SUPPLIED INFORMATION Block Start

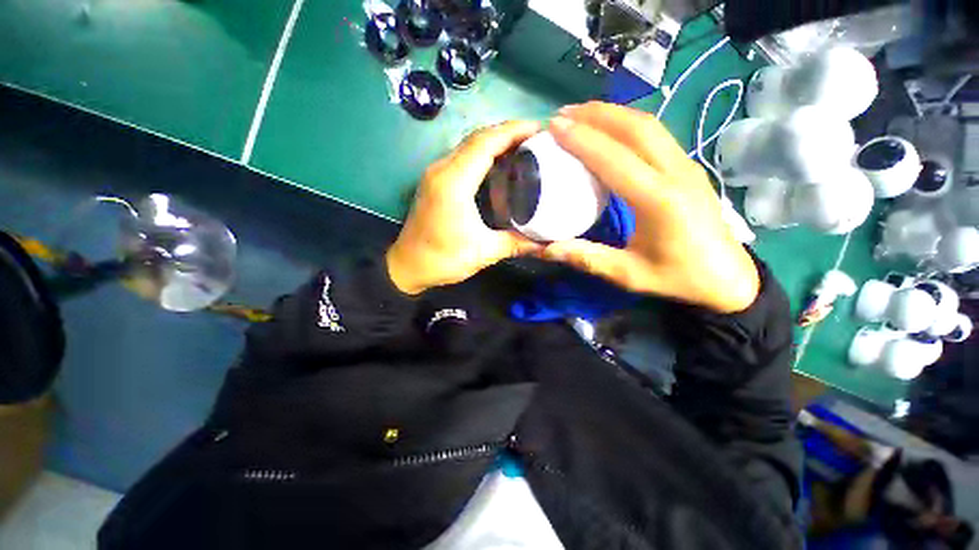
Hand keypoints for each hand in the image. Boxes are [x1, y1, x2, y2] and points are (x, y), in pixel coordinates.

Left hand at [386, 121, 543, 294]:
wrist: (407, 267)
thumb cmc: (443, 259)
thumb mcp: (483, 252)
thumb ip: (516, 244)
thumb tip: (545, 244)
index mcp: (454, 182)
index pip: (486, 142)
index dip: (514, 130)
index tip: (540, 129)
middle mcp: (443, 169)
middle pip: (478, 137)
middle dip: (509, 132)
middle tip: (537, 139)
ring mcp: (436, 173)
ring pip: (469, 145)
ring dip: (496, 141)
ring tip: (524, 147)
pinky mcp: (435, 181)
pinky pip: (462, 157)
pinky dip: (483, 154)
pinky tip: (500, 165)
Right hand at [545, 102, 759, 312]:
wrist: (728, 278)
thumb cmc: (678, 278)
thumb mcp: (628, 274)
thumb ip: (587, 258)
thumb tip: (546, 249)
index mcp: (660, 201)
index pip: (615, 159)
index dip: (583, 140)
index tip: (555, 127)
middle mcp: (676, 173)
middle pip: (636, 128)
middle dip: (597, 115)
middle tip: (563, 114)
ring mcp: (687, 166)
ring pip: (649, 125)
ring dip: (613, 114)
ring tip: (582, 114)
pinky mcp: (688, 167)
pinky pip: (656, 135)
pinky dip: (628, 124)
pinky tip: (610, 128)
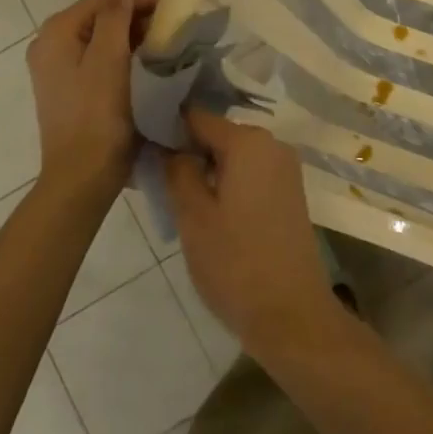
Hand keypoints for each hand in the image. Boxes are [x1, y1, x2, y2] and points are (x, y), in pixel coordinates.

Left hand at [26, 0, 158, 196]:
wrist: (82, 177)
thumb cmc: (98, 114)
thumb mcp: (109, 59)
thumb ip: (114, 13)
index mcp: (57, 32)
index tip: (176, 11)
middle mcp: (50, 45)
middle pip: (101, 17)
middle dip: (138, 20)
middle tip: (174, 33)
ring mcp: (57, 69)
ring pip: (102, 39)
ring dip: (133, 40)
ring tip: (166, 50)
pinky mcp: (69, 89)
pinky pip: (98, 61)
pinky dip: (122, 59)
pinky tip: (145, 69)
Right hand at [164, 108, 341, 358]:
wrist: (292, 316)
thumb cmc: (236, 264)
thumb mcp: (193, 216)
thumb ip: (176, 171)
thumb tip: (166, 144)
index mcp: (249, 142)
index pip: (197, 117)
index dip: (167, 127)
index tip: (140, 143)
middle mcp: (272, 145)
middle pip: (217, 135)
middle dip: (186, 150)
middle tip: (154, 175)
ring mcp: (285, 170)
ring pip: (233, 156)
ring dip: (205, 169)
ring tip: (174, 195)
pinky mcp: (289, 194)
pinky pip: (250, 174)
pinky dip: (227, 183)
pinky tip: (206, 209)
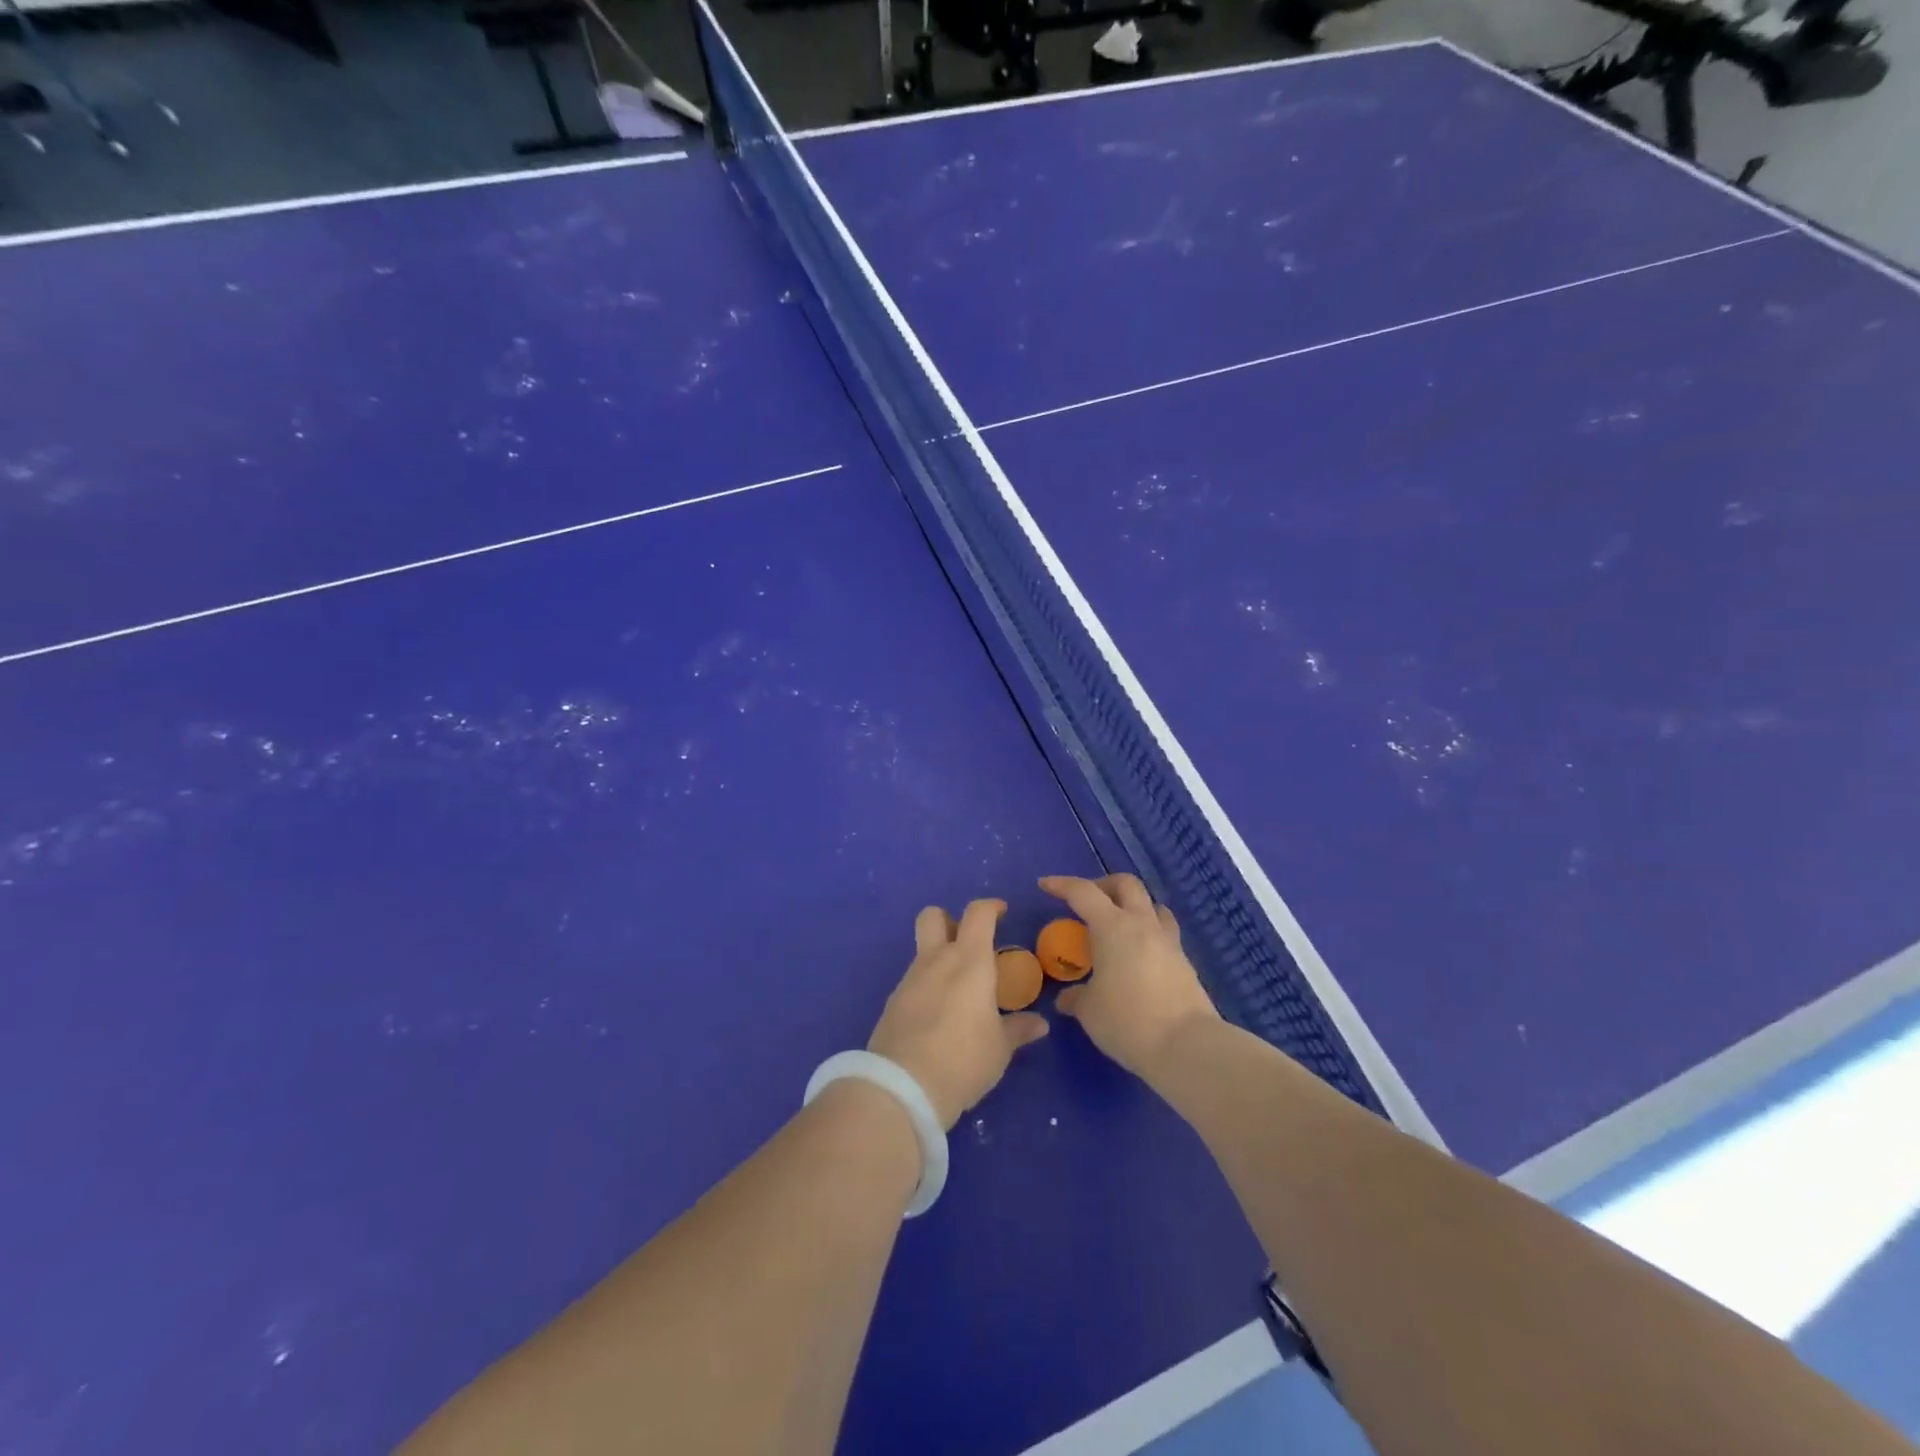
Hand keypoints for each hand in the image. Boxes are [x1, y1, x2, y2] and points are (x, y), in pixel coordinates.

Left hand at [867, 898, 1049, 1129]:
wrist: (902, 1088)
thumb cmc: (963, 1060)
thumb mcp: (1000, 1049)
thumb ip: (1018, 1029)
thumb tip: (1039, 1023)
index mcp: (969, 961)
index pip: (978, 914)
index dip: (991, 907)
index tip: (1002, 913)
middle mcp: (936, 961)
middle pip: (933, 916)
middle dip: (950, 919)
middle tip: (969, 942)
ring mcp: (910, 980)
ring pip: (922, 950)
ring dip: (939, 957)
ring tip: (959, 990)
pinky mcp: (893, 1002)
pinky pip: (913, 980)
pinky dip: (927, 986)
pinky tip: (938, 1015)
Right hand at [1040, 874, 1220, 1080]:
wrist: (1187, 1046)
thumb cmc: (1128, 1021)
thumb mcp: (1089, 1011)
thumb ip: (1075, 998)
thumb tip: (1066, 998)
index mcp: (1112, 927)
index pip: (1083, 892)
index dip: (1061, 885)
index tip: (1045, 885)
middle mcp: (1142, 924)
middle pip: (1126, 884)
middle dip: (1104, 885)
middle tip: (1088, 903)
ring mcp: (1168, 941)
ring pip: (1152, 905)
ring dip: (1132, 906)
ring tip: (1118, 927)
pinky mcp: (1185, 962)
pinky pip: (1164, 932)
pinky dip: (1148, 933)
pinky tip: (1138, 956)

SUPPLIED INFORMATION Block End
SUPPLIED INFORMATION Block Start

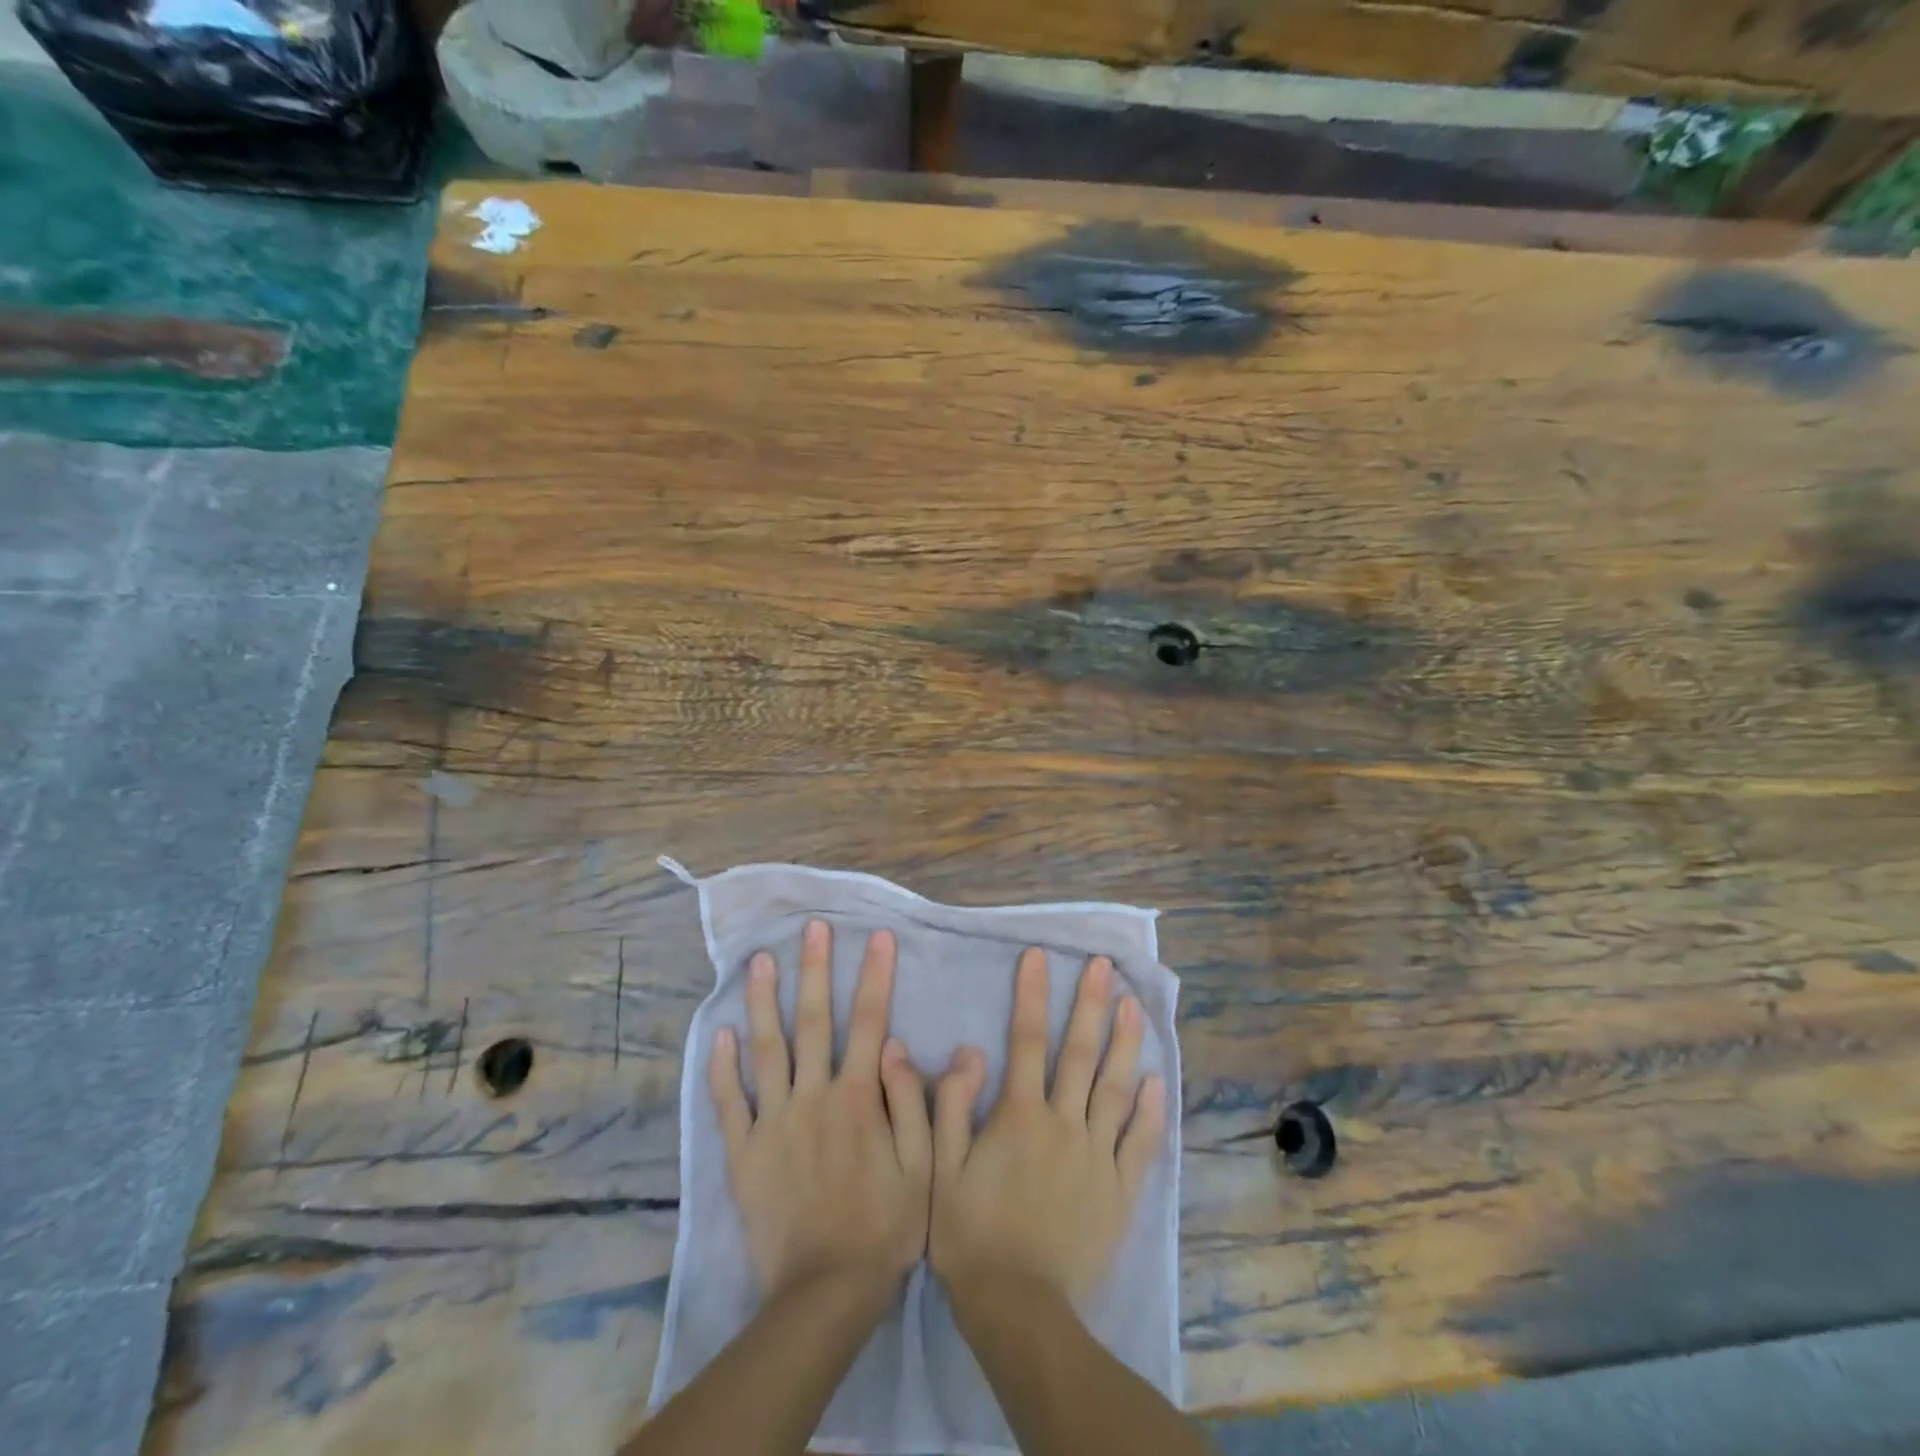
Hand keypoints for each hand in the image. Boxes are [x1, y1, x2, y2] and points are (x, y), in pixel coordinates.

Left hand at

SUPPLIED INFORMATION Block End

WORK TASK:
Looking at the entries above, copy out every line in which "hand" occurs.

OUTPUT OF THE EXERCISE:
Hand keypoints for each hand in the image. Boxes are [x1, y1, x2, y2] and points are (x, y), in pixel coordinates.
Left hand at [386, 121, 543, 294]:
Right hand at [545, 102, 759, 312]:
Hand keypoints for each hand in the image. Boxes are [x1, y1, x2, y2] and points are (x, y), in pixel coordinates.
Left hand at [26, 0, 158, 196]:
Right hand at [164, 108, 341, 358]:
Hand keypoints for each hand in the image. Boxes are [x1, y1, x2, y2] and points are (x, y), in pixel coordinates.
Left hand at [867, 898, 1049, 1129]:
Right hand at [1040, 874, 1220, 1080]:
Hand keypoints for each hand in the image. Boxes are [x1, y1, x2, y2] and points are (x, y), in pixel coordinates.
Left hand at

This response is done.